The reason for this is that without such meta-data, it’s difficult to hoist loads around branches. Here’s a great example:

  for (…)
    if (%c)
      %v = load %p

Let’s say that %c is *not* loop invariant, but %p is loop invariant and the loop never clobbers the location pointed-to by %p. Let’s assume that we already know that %c is usually try and so we’d like to hoist the load out of the loop. But in this scenario, any phase that wants to hoist the load must conservatively assume that %c might guard whether the load is safe-to-execute. There is no other way for an LLVM phase to determine what makes any load safe-to-execute, so every branch on any path to that load is conservatively assumed to be a safety guard.
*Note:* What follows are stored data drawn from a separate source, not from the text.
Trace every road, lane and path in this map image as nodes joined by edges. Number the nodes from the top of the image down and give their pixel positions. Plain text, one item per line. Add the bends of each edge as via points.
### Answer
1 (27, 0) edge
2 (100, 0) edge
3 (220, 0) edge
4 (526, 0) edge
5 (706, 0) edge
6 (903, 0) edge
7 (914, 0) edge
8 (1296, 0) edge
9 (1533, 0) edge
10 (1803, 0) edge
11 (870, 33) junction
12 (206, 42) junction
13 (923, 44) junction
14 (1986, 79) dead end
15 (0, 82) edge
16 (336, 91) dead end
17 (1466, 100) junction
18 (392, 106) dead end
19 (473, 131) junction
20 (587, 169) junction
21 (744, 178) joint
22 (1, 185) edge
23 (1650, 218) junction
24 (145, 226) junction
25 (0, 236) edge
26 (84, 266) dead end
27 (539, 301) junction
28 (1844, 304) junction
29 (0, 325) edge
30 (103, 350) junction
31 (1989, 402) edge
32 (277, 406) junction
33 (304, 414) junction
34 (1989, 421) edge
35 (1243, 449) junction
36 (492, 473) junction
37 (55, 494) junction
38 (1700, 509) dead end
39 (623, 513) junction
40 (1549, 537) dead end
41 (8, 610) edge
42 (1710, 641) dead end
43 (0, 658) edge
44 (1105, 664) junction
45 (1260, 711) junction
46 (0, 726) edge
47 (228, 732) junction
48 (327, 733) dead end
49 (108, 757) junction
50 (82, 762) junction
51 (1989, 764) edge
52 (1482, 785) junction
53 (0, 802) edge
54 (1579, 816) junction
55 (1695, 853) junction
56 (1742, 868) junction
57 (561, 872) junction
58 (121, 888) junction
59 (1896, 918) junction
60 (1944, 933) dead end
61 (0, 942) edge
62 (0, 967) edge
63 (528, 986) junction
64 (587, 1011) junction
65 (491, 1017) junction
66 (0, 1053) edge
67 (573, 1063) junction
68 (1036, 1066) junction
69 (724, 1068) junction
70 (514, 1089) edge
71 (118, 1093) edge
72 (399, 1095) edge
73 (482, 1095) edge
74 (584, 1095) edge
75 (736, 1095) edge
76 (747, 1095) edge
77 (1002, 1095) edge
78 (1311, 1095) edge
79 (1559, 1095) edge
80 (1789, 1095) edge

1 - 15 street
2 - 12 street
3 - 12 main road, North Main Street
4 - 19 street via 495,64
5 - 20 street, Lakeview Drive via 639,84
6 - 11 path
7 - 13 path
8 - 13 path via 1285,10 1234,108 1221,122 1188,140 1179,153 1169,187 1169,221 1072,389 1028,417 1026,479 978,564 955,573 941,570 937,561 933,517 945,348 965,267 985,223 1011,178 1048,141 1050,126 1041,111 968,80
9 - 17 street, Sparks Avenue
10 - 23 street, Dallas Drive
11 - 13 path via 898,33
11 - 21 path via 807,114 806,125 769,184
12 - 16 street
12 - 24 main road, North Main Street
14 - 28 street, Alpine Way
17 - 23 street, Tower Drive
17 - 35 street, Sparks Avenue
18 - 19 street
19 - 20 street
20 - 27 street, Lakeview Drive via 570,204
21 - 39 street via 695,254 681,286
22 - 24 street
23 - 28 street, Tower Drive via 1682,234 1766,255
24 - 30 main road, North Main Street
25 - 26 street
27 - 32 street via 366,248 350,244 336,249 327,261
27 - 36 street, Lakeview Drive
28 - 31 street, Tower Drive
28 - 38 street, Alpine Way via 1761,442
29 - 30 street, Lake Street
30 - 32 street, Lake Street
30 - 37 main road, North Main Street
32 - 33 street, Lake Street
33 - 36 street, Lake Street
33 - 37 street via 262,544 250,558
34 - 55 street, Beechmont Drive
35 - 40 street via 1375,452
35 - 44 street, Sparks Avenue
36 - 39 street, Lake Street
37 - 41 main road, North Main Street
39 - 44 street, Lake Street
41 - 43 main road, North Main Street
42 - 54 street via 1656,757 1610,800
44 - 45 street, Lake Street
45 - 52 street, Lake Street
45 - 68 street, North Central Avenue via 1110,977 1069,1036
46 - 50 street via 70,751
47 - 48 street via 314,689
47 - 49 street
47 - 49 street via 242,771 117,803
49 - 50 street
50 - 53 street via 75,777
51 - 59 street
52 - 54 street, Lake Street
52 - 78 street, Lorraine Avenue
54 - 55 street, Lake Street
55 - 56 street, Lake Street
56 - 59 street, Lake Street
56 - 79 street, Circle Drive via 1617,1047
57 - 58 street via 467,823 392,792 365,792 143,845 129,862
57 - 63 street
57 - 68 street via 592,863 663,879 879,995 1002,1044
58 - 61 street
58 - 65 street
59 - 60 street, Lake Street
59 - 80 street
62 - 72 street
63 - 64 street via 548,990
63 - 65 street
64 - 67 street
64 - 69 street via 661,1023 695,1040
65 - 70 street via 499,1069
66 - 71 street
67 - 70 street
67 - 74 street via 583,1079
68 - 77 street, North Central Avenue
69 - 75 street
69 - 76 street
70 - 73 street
Even if %c is known to be unrelated to whether or not %p is a valid pointer - something that arises trivially in many non-C languages - LLVM will still fail to hoist in this case.

PREVIOUS PROPOSAL

Previously we had debated a meta-data format like:

  %v = load %p !notrap !{ %c }

The idea being that if there exists a program point P that is dominated by %c and where %c is provably true, then it is safe to emit that load at P. Ideally this would allow an LLVM frontend to express what constraints must be satisfied for the load to be safe-to-execute. For example, a Java frontend might use !{ %c } to describe a null check.

The downside of such meta-data is that !{ %c } is not an ordinary SSA use. You can’t reason about it the way you would ordinarily reason about uses. For example:

  if (%c)
    %v = load %p !notrap !{ %c }

If !{ %c } were an ordinary use then you could transform this to:

  if (%c)
    %v = load %p !notrap !{ 1 }

But then the world breaks: it would seem that the load is hoistable to anywhere. So, we would have to come up with some special new rules for what you can do to a !{ %c } use; likely this would involve conservatively erasing the meta-data if you did *anything* to %c.

NEW PROPOSAL

The solution is to introduce meta-data that is explicit about how the safe-to-execute condition ought to be evaluated. Instead of an SSA use, we can have meta-data that says:

  %v = load %p !notrap !{ @f, <args> }

where @f is a function in the current module and this function returns i1, and <args> is zero or more arguments to pass to @f. As with any meta-data, this doesn’t imply anything different if you wanted to just execute the code: executing the load doesn’t imply calling @f; indeed if you dropped the meta-data the execution of this would still be the same.

What the meta-data is telling you is two-fold:

  1) If you could prove that at some program point P, a call to @f with arguments <args> would return true, then it is safe to execute the load at P and doing so will definitely not trap.

  2) Wherever you see a load with !notrap !{ @f, <args> }, it means that someone has already proved that @f(<args>) is true at that point and execution is undefined (i.e. your computer can do improv) if @f(<args>) was false at that point.

Here are two examples of how you can use this to optimize things.

- Hoisting loads out of a loop for IR generated from a type-safe language that has NULL. Consider a loop like:

  if (%p == 0)
    call <something that throws a Null Pointer Exception>
  for (…) {
    if (%c) {
      %p2 = gep %p, ...
      %v = load %p2 !notrap !{ @isNotNull, %p }
    }
  }

And let’s assume that @isNotNull just does a null comparison on its pointer argument. In this code, it would now be possible to hoist the load out of the loop because we can indeed prove that at the loop pre-header, @isNotNull must return true because of the condition on %p.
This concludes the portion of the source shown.